La rage de Zygmunt MILOSZEWSKI aux éditions Fleuve noir.
La ville d’Olztyn en Pologne, de la région administrative de Varmie-Mazurie (nord-est), est, dans la mémoire du lecteur, la grande vedette de ce roman policier, à tout point de vue, délectable.
On devine d'ailleurs assez bien la satisfaction de l'auteur d’avoir envoyé son personnage, Teodore Szacki, procureur star de Varsovie, dans cette petite ville où l’on ne peut, parait-il, tourner normalement à gauche et d'où tombe du ciel « un truc dégueulasse », « une noirceur mauvaise et livide »,« un nocturne monochrome, empreint de froideur et de néant »

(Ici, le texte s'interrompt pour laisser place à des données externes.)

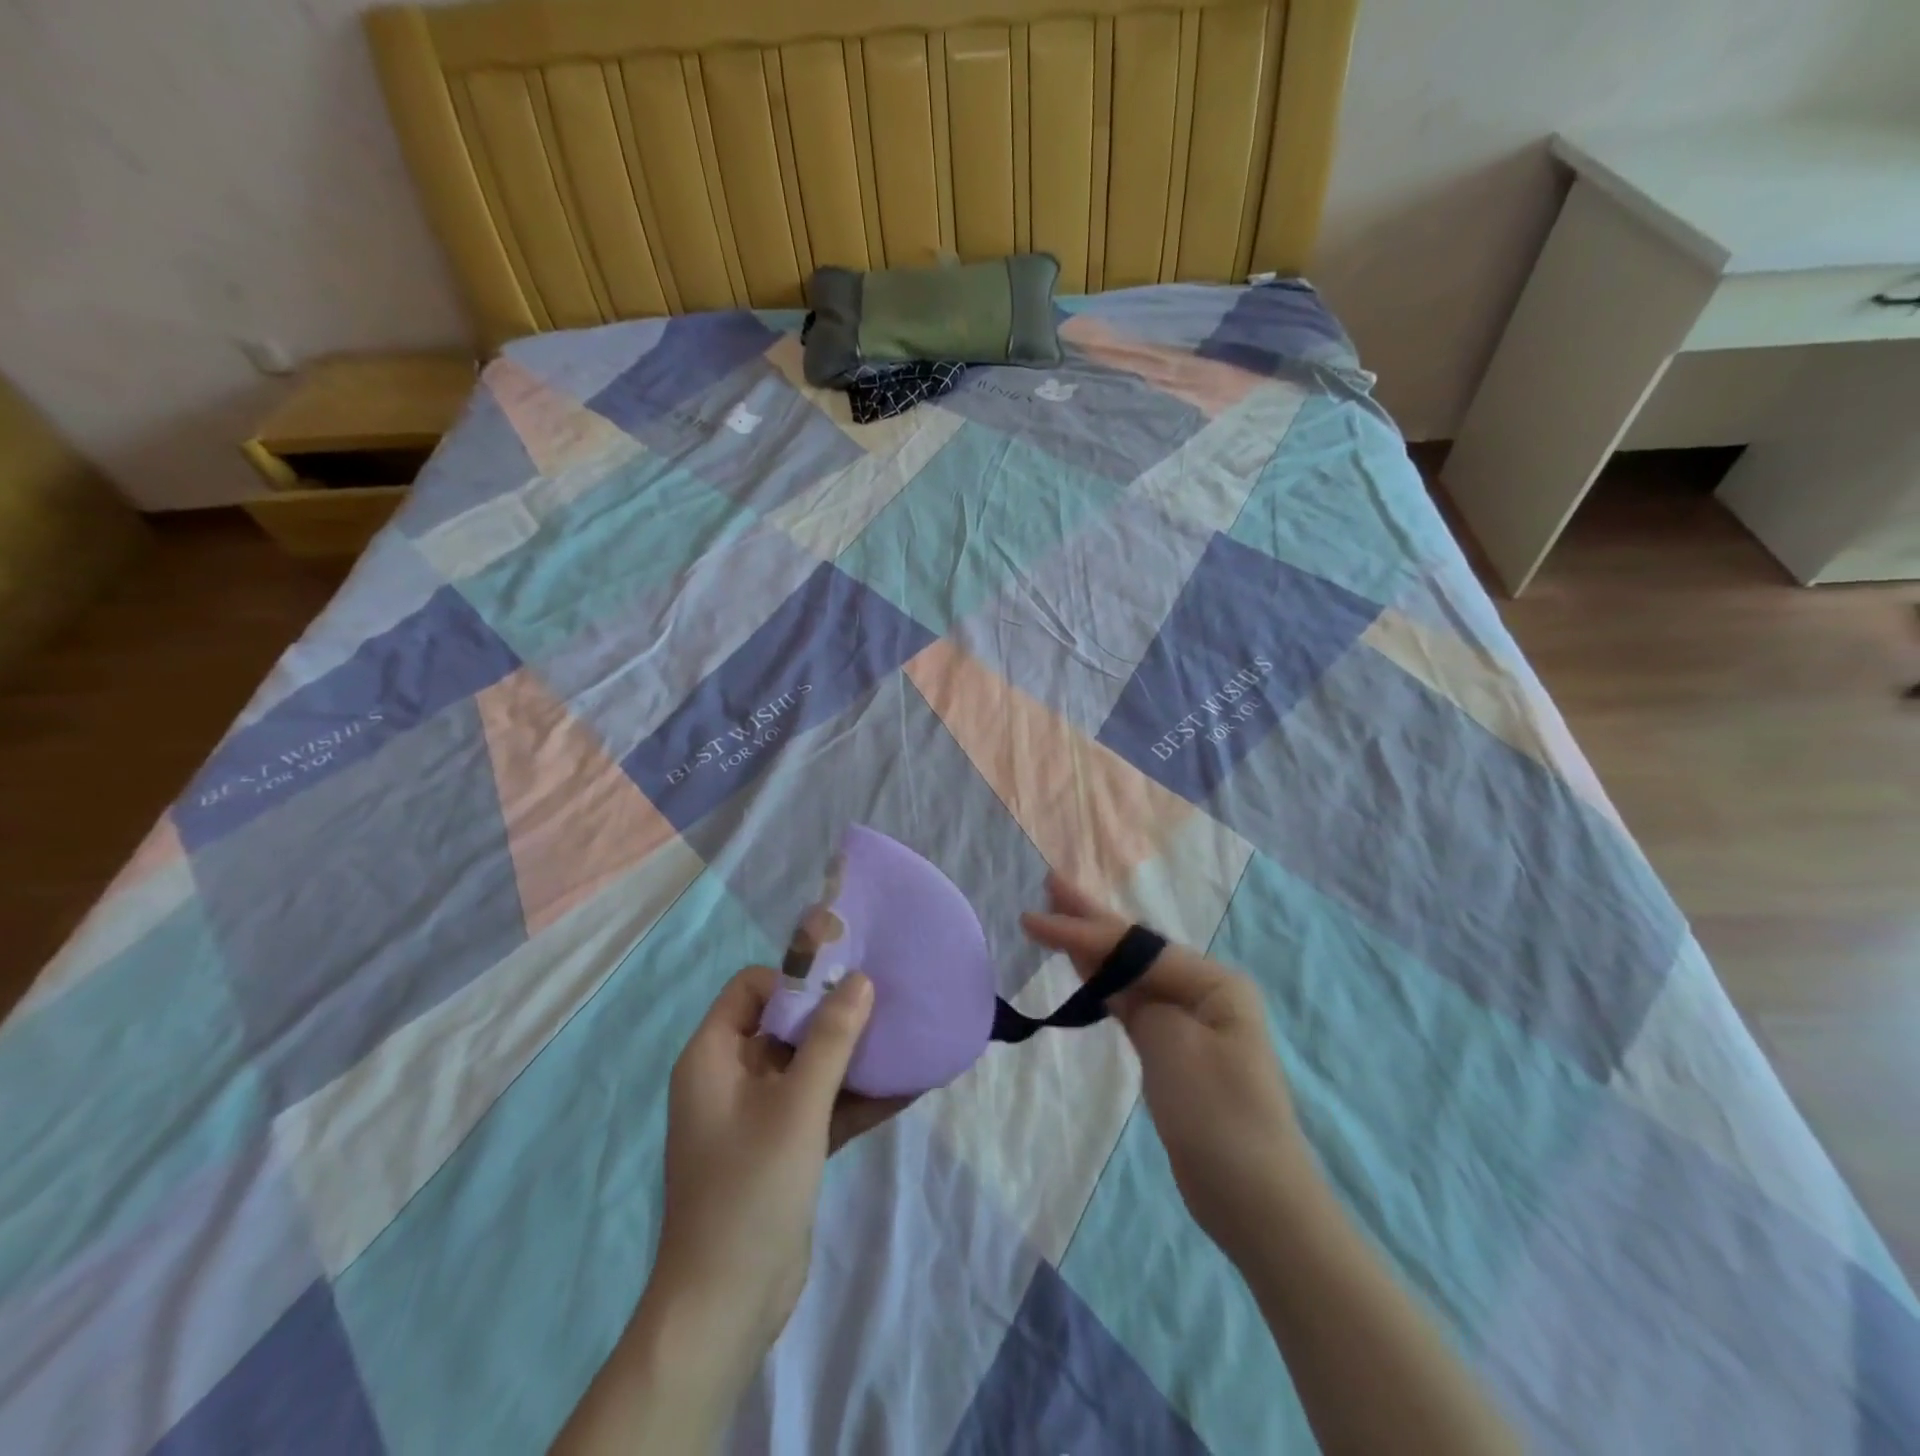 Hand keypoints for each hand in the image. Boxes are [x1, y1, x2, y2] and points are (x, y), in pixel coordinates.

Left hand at [650, 966, 905, 1353]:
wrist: (726, 1308)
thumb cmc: (750, 1189)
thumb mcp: (796, 1106)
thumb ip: (831, 1039)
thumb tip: (861, 979)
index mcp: (714, 1056)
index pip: (752, 988)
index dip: (795, 978)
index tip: (844, 980)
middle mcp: (732, 1077)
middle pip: (786, 1024)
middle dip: (835, 1013)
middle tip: (887, 1000)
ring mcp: (759, 1115)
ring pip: (809, 1066)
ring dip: (853, 1057)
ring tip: (906, 1037)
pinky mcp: (783, 1147)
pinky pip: (821, 1105)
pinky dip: (856, 1098)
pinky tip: (907, 1087)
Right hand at [1021, 874, 1310, 1259]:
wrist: (1253, 1199)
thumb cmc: (1217, 1114)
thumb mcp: (1174, 1046)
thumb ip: (1141, 1002)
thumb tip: (1120, 986)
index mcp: (1214, 982)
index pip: (1136, 947)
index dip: (1082, 930)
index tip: (1033, 918)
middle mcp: (1204, 992)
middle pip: (1136, 947)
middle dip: (1091, 917)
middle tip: (1051, 883)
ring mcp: (1189, 1021)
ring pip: (1131, 972)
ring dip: (1093, 945)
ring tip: (1058, 914)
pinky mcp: (1173, 1051)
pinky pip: (1132, 1002)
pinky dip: (1104, 983)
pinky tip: (1082, 966)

Il est vrai qu’au moment où débute l'histoire, nous sommes le 25 novembre 2014. Les nouvelles du jour nous apprennent que l'on vient de tester sur des souris la suppression du chromosome mâle Y et, qu'à partir de cela, on peut imaginer un monde où seules les femmes auraient survécu. On apprend encore que 100 000 personnes à Kiev sont sorties dans la rue, que le train Pendolino a battu le record de vitesse ferroviaire en Pologne : 293 Km/h, que Cracovie, troisième ville la plus polluée d'Europe, interdit le chauffage au charbon, que les habitants d'Olztyn ont émis le souhait d'avoir des pistes cyclables, un centre sportif couvert et un festival important mais aussi des routes pour vaincre le fléau des bouchons. Enfin, et voilà qui nous rapproche de ce qui va se déployer sur pas moins de cinq cent pages, qu'il a été établi, ce même jour, la journée internationale de la mobilisation contre la violence à l’égard des femmes.
Lentement mais sûrement, nous nous approchons de ce que Zygmunt Miloszewski nous a savamment concocté avec beaucoup de malice, à l’exemple de la présentation de certains de ses personnages.

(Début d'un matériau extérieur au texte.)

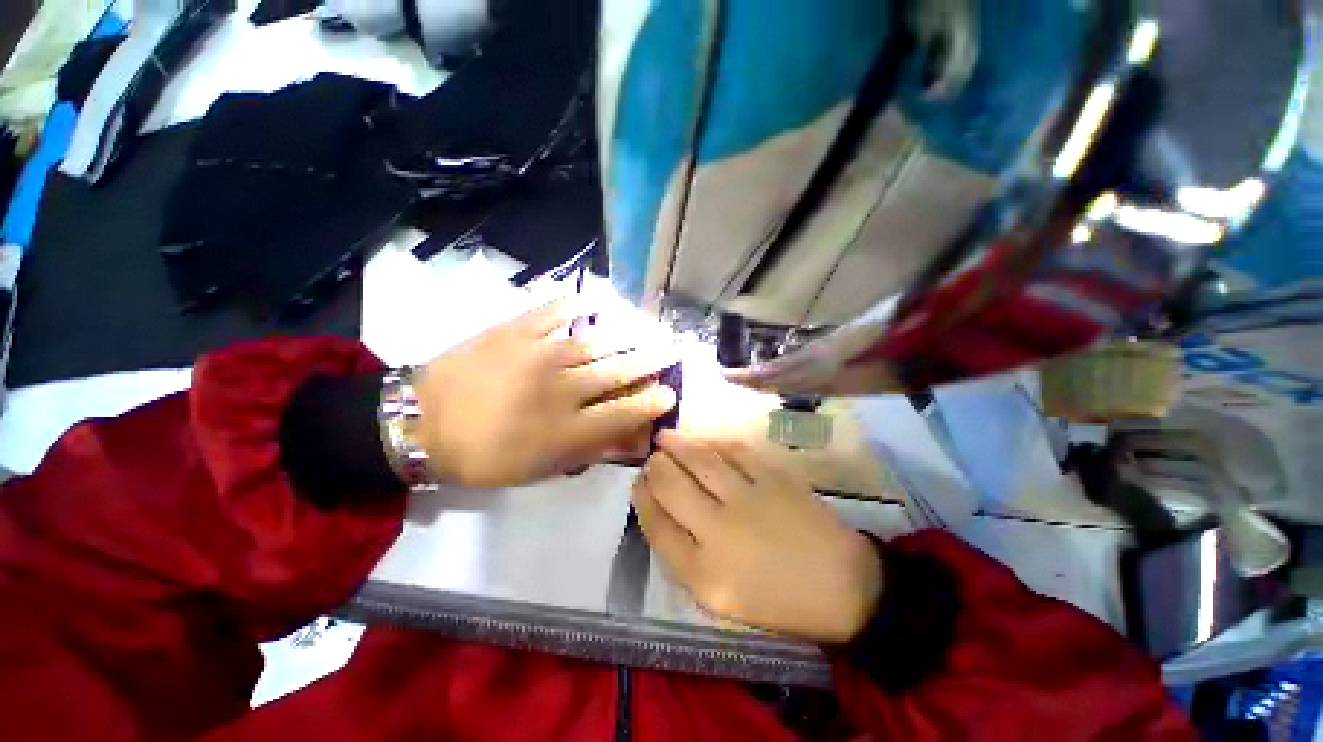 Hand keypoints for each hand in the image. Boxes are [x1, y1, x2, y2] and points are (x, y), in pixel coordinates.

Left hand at [413, 298, 677, 487]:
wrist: (420, 422)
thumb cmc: (482, 455)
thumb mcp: (536, 471)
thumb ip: (584, 454)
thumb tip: (623, 439)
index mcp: (566, 429)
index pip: (625, 412)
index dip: (653, 402)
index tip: (670, 392)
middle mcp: (561, 389)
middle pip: (620, 371)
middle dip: (652, 361)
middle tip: (672, 350)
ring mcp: (540, 354)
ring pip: (598, 341)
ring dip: (630, 335)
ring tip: (651, 328)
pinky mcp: (516, 330)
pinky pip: (555, 311)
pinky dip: (578, 302)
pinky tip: (597, 299)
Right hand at [633, 431, 882, 644]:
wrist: (842, 586)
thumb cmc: (778, 600)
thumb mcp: (720, 600)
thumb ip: (685, 558)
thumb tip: (661, 512)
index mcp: (704, 575)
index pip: (656, 525)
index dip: (642, 498)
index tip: (639, 484)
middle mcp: (720, 532)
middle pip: (671, 486)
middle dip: (655, 468)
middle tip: (652, 459)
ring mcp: (748, 499)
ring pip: (699, 460)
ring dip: (676, 444)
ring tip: (664, 438)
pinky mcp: (774, 477)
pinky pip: (733, 450)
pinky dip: (713, 441)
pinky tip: (703, 439)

« - Commissaire adjoint Jan Pawel Bierut, se présenta le policier qui, d’un air morose, anticipa certainement la plaisanterie qu’on ne lui épargnait jamais dans de telles circonstances. Pas facile de porter à la fois les prénoms d’un pape et le nom d’un dirigeant communiste honni. » p.42
« - Frankenstein, dit-il en lui tendant la sienne.

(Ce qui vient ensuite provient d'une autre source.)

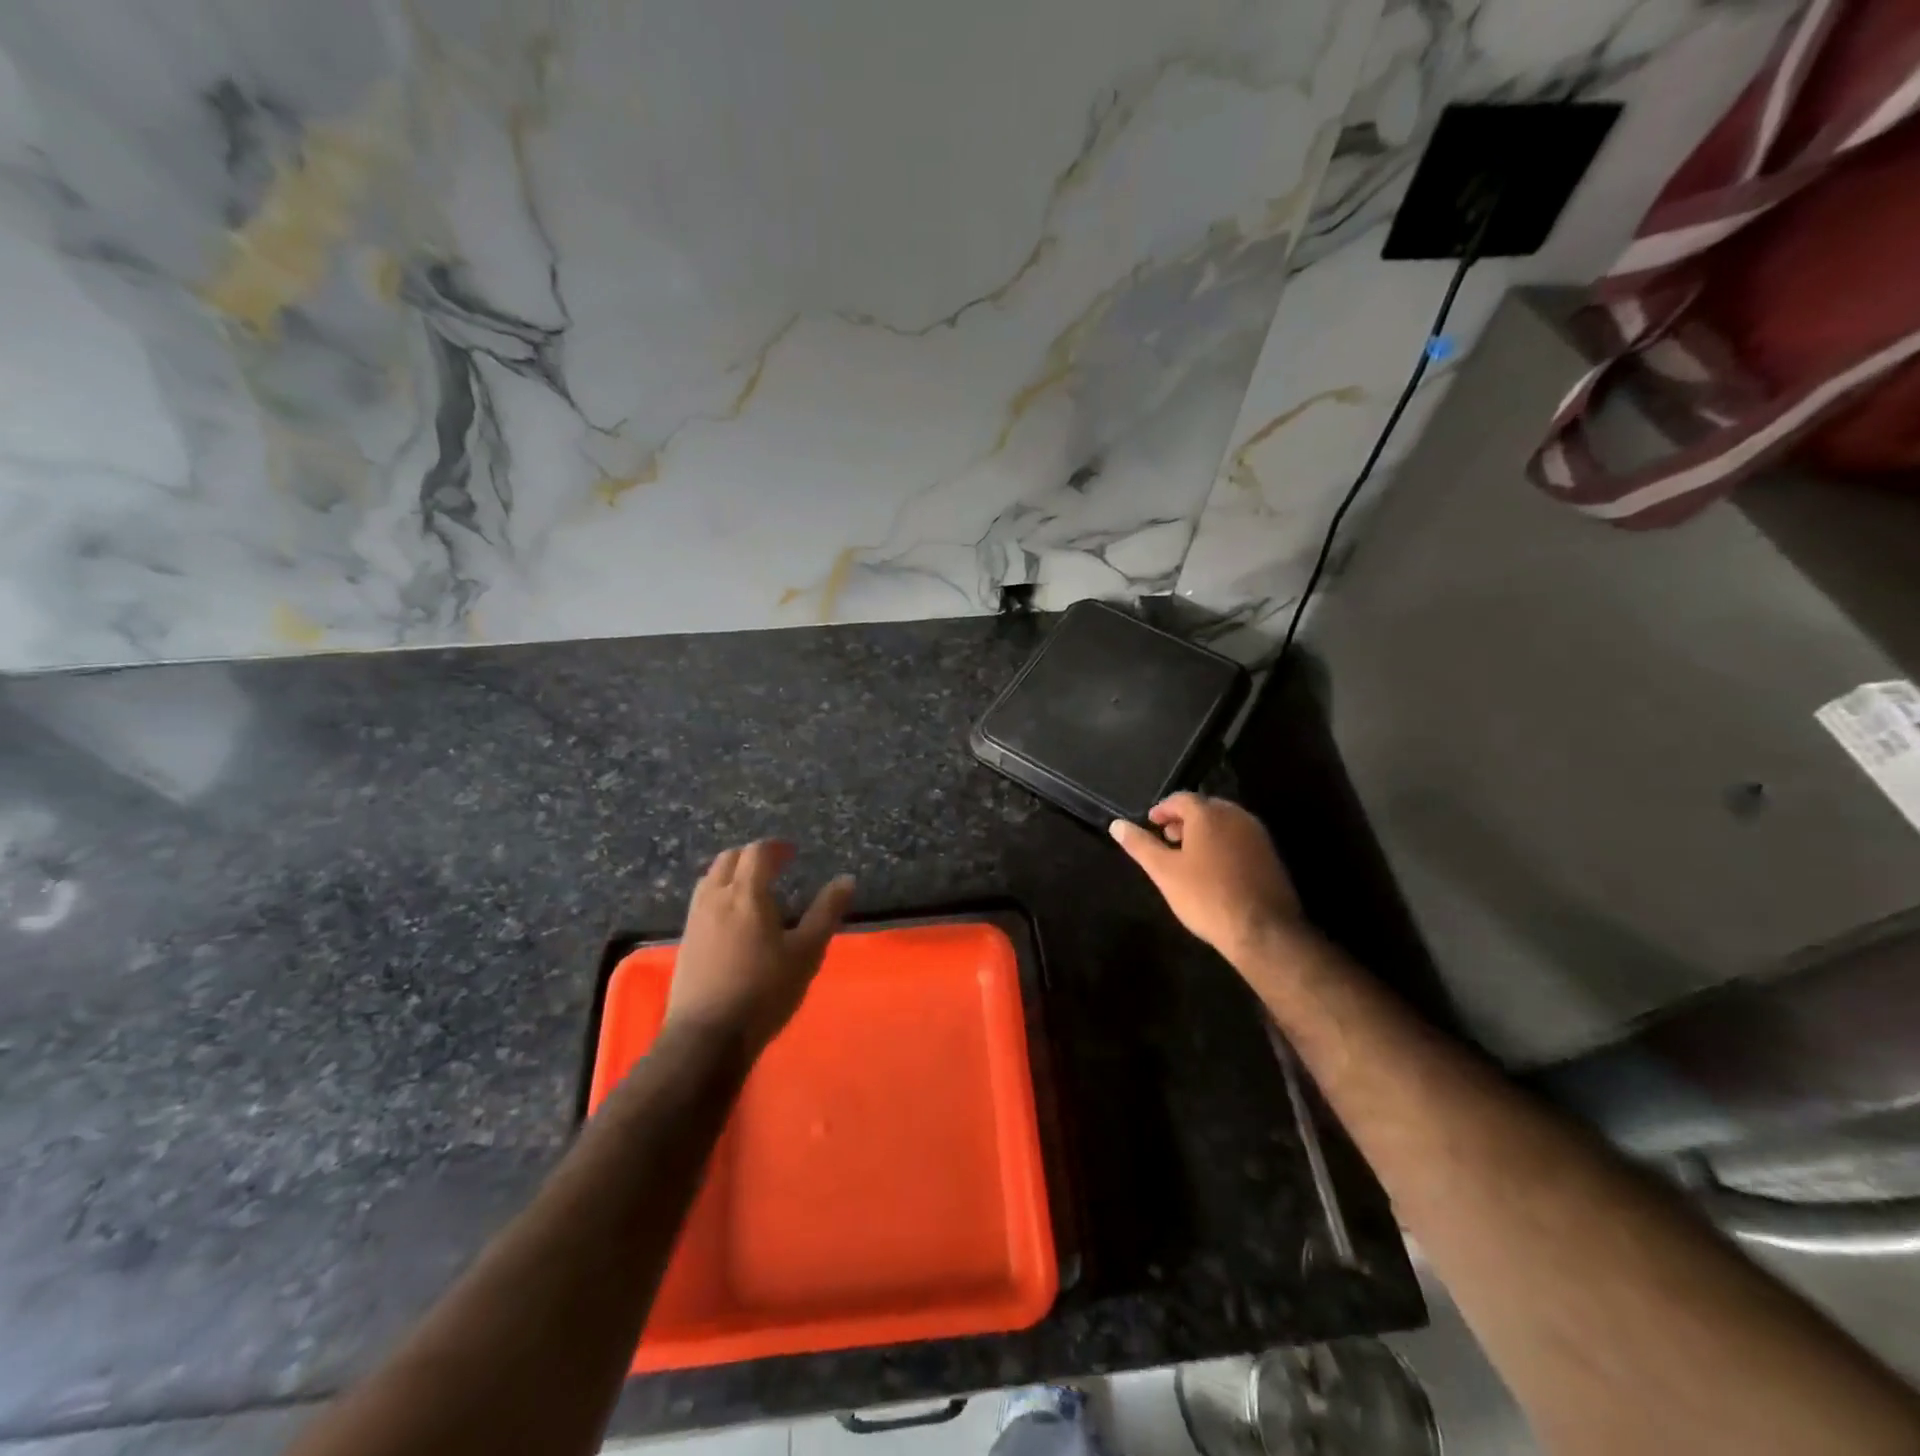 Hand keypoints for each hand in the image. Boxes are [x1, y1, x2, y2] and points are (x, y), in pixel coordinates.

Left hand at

Il aurait fallu que le tonnerre gronde au loin. » p.70
« Le jeune magistrat avait des faux airs de Louis de Funes. Il ne l’avait pas remarqué parce que, primo, Falk était jeune, et, secundo, mortellement sérieux. » p.92
Et c'est avec ceux-là, entre autres, que le procureur star Teodore Szacki va traverser une période de sa vie qui ressemblera, en tout point, à l’enfer. Le lecteur, fasciné, l'accompagnera tout le long, en proie, pour sa part, à toutes sortes de manipulations.
La rage est, au final, un puissant thriller où s’affrontent d’un côté les idéaux d’un procureur incorruptible et de l’autre, ceux d’une organisation résolue à se substituer à la justice.
Un combat sans merci s’engage et nous observons le procureur Teodore Szacki naviguer dans un épais brouillard avec, malgré tout, la certitude d'avoir toujours un coup d’avance. Du moins le croit-il.
Zygmunt Miloszewski, noblesse oblige, rappelle au passage que son succès en France tient avant tout à Kamil Barbarski, son traducteur.